Indian-Bengali poet (born 1954)

Joy Goswami (/en/ goh-SHWAH-mee; born 10 November 1954) is an Indian poet, novelist, and short story writer. Goswami writes in Bengali and is widely considered as one of the most important poets in the post-Jibanananda Das era of Bengali poetry. His work addresses ordinary lives, marriage struggles, relationships with women, and the act of writing. He is lauded for his linguistically inventive poetry, its semi-abstract imagery, and strong lyrical appeal.

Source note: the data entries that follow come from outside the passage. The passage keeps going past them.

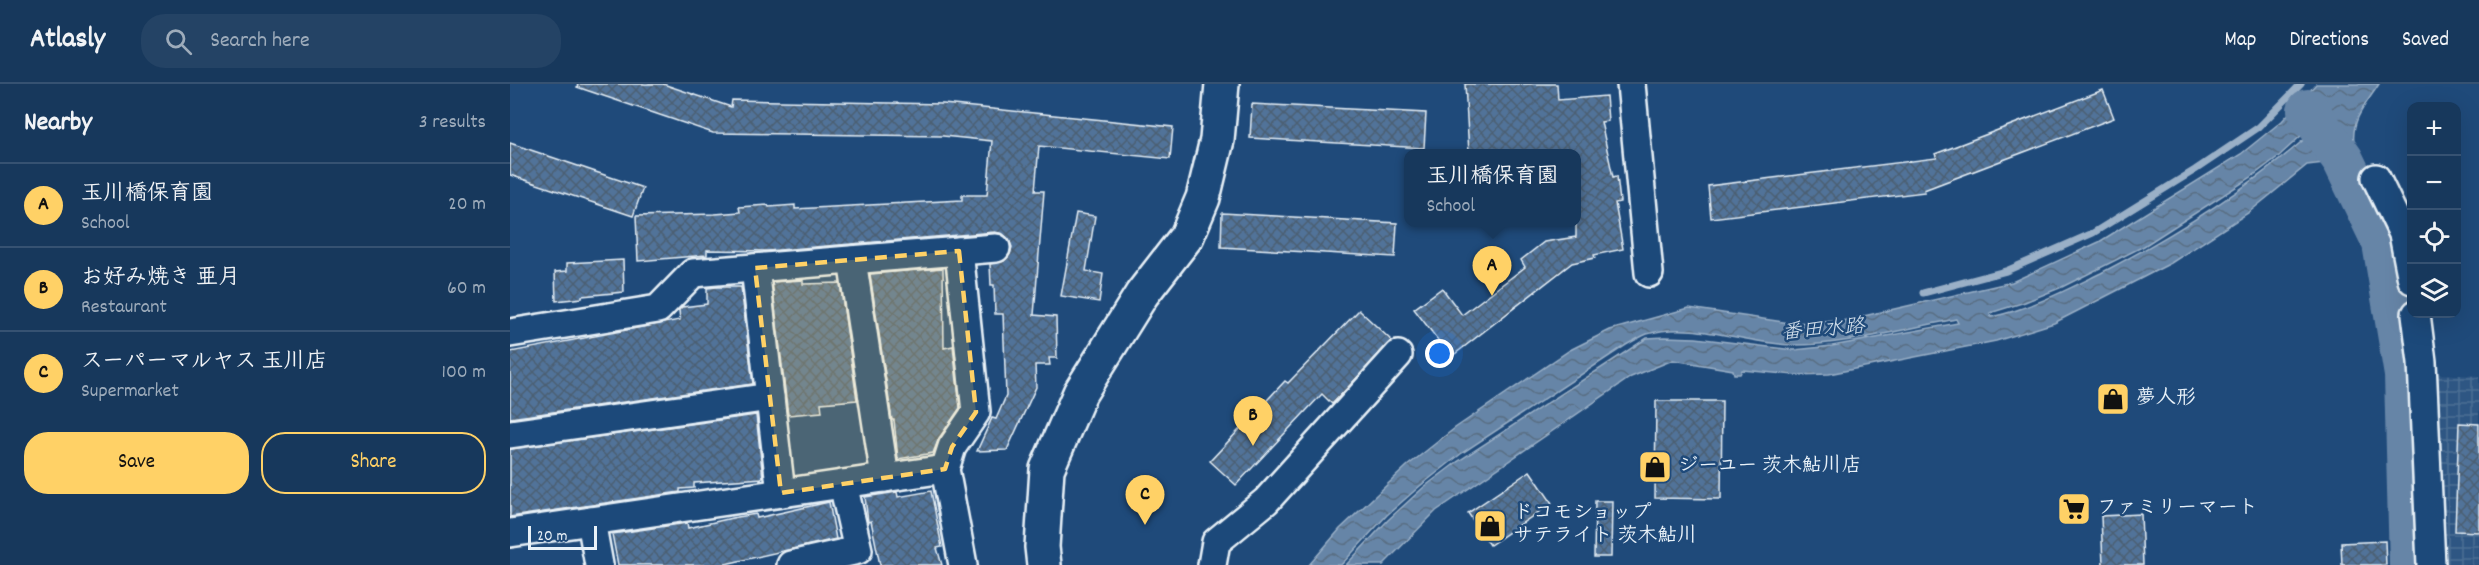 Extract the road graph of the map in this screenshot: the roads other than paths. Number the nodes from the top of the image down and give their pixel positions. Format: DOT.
graph roads {
  1 [pos="1222,84"];
  2 [pos="1631,84"];
  3 [pos="2376,178"];
  4 [pos="996,248"];
  5 [pos="959,251"];
  6 [pos="852,260"];
  7 [pos="2409,264"];
  8 [pos="755,268"];
  9 [pos="1649,273"];
  10 [pos="2416,318"];
  11 [pos="510,333"];
  12 [pos="1398,356"];
  13 [pos="770,397"];
  14 [pos="510,434"];
  15 [pos="945,469"];
  16 [pos="885,478"];
  17 [pos="843,484"];
  18 [pos="781,493"];
  19 [pos="591,521"];
  20 [pos="510,533"];
  21 [pos="599,565"];
  22 [pos="791,565"];
  23 [pos="963,565"];
  24 [pos="1044,565"];
  25 [pos="1212,565"];
  26 [pos="2431,565"];
  1 -- 24 [label="street"];
  2 -- 9 [label="street"];
  3 -- 7 [label="street"];
  4 -- 5 [label="street"];
  5 -- 6 [label="street"];
  5 -- 15 [label="street"];
  6 -- 8 [label="street"];
  6 -- 16 [label="street"];
  8 -- 11 [label="street"];
  8 -- 13 [label="street"];
  10 -- 26 [label="street"];
  12 -- 25 [label="street"];
  13 -- 14 [label="street"];
  13 -- 18 [label="street"];
  15 -- 16 [label="street"];
  15 -- 23 [label="street"];
  16 -- 17 [label="street"];
  17 -- 18 [label="street"];
  17 -- 22 [label="street"];
  18 -- 19 [label="street"];
  19 -- 20 [label="street"];
  19 -- 21 [label="street"];
} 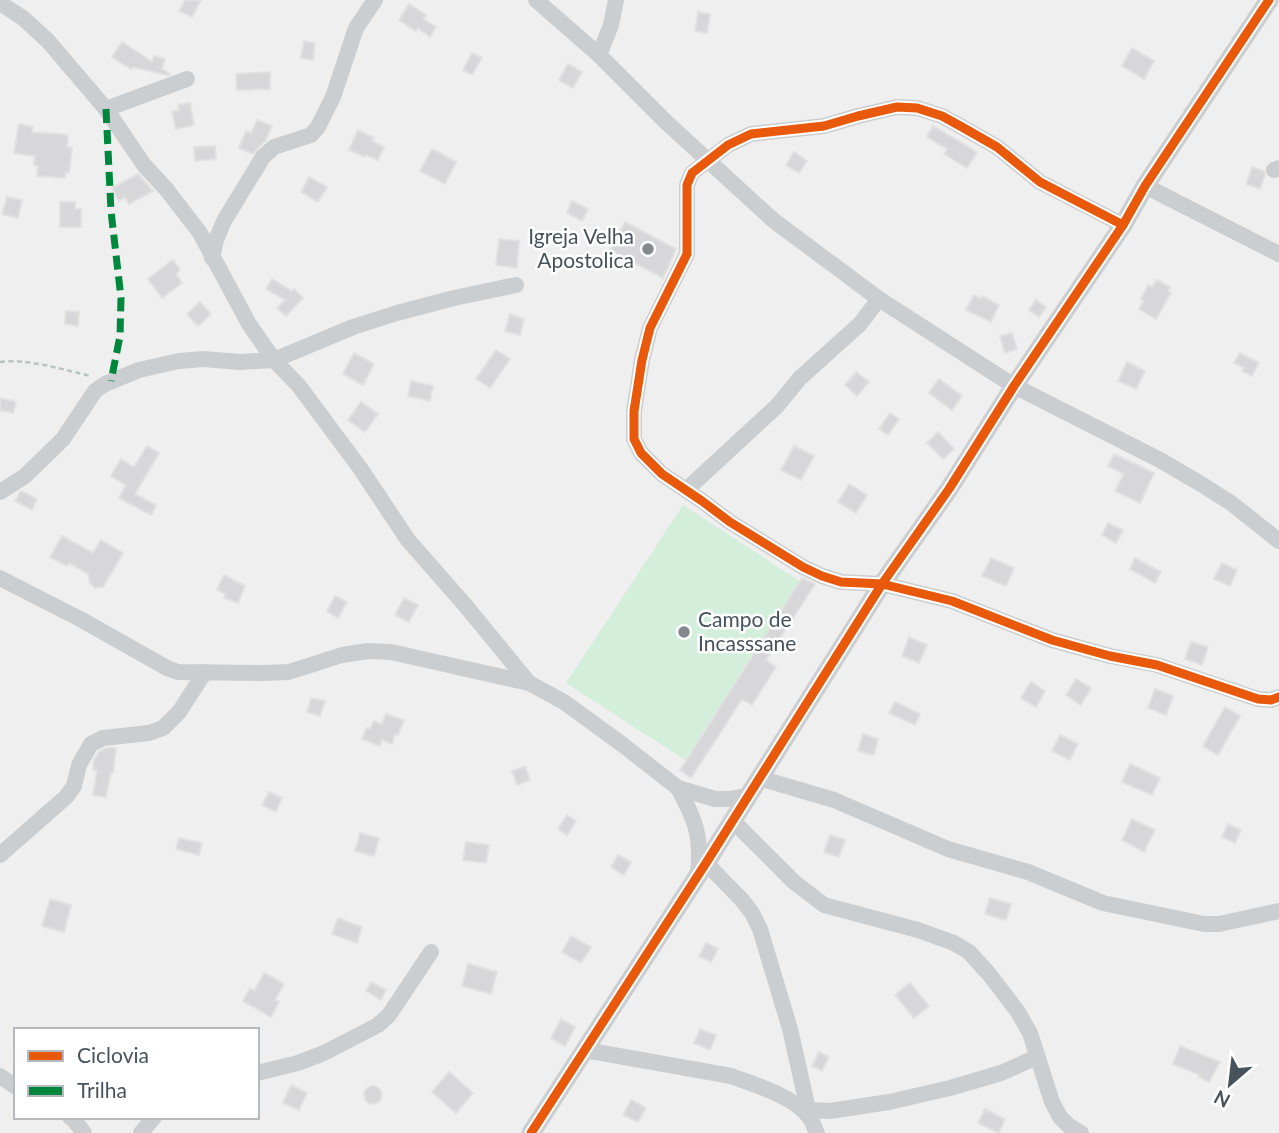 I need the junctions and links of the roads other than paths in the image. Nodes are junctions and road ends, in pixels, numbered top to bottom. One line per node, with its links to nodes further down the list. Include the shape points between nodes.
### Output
1 (375, 0): 13 (street, via 356,28 318,127 311,135 274,147 263,157 225,221)
2 (536, 0): 6 (street)
3 (616, 0): 6 (street)
4 (1269, 0): 10 (street)
5 (0, 3): 8 (street, via 48,41)
6 (598, 55): 9 (street)
7 (187, 79): 8 (street)
8 (106, 109): 13 (street, via 144,165 200,233)
9 (709, 161): 11 (street, via 751,134 824,126 897,107 917,108 962,127 997,147 1040,182); 15 (street, via 773,220); 18 (street, via 692,173 687,185 687,254 650,328 634,411 634,439 641,453)
10 (1145, 186): 11 (street); 12 (street)
11 (1123, 225): 17 (street)
12 (1279, 254)
13 (212, 258): 16 (street)
14 (516, 285): 16 (street, via 386,316)
15 (879, 299): 17 (street); 18 (street, via 860,324)
16 (274, 360): 19 (street, via 180,361 104,384 63,439); 24 (street, via 299,386 408,540)
17 (1014, 386): 20 (street, via 1160,460 1231,503); 22 (street)
18 (686, 490): 22 (street, via 730,522 822,576)
19 (0, 492)
20 (1279, 541)
21 (0, 578): 23 (street, via 167,668)
22 (882, 584): 25 (street, via 952,601 1052,640 1157,666 1258,699); 26 (street)
23 (205, 673): 24 (street, via 289,672 368,651 391,652); 30 (street, via 163,727 91,744 66,797)
24 (529, 683): 27 (street, via 564,702)
25 (1279, 697)
26 (759, 778): 28 (street); 32 (street, via 834,800 948,849 1028,872 1102,903 1203,924)
27 (678, 788): 28 (street, via 715,799); 31 (street, via 696,826)
28 (747, 796): 29 (street)
29 (732, 820): 31 (street); 35 (street, via 824,905 918,930 969,952 1018,1012)
30 (0, 855)
31 (702, 869): 34 (street); 40 (street, via 742,900 760,929)
32 (1279, 911)
33 (431, 952): 36 (street, via 379,1025 324,1053)
34 (585, 1050): 40 (street, via 731,1076 772,1091); 43 (street)
35 (1037, 1057): 37 (street); 40 (street, via 950,1088 830,1111)
36 (259, 1073)
37 (1060, 1117): 44 (street); 45 (street)
38 (73, 1119): 41 (street)
39 (152, 1119): 42 (street)
40 (811, 1120)
41 (84, 1133)
42 (141, 1133)
43 (531, 1133)
44 (1067, 1133)
45 (1081, 1133)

Goswami’s work is acclaimed in Bengal and India but remains obscure abroad, despite some translations by the 1981 Nobel laureate Roald Hoffmann. His poetry collections, short stories and novels have won several awards, including two Ananda Puraskar, the 1997 Paschimbanga Bangla Akademi Award for Bajra Bidyut Bharti Khata, the 2000 Sahitya Akademi Award for his poetry collection Pagali Tomar Sange (Crazy girl, with you), the 2012 Banga Bibhushan, the 2017 Moortidevi Award for Du Dondo Phowara Matro

In 1976, he joined Desh as a staff writer and later served as the magazine's poetry editor until leaving for Sangbad Pratidin in 2007. In addition to his literary works, his interests include aphorisms on art, theatre, Indian classical music, letters, and cricket.

==Biography==
===Family and early years===
Joy Goswami was born on November 10, 1954, in Kolkata. Shortly after his birth, his family moved to Ranaghat, a town beside the Churni River in Nadia. His father, Madhu Goswami, was a well-known freedom fighter in the area. His mother, Sabita Goswami, worked as a school teacher. At the age of eight, he lost his father and was raised by his mother. Joy attended Ranaghat High School but dropped out from his courses in class 11.

===Early writing===
As a quiet kid, Joy kept a journal. One day, his brother found it and read his poems out loud to friends, humiliating him. He decided to stop writing but later changed his mind. To protect his thoughts, he wrote in a way that would confuse anyone who tried to read them. He said, “There was this simultaneous process of trying to give vent to my thoughts as well as an attitude of trying to hide what I was trying to express. That is what I would call the birth of metaphor.” Thus at 13, he wrote his first poem about the ceiling fan in his room.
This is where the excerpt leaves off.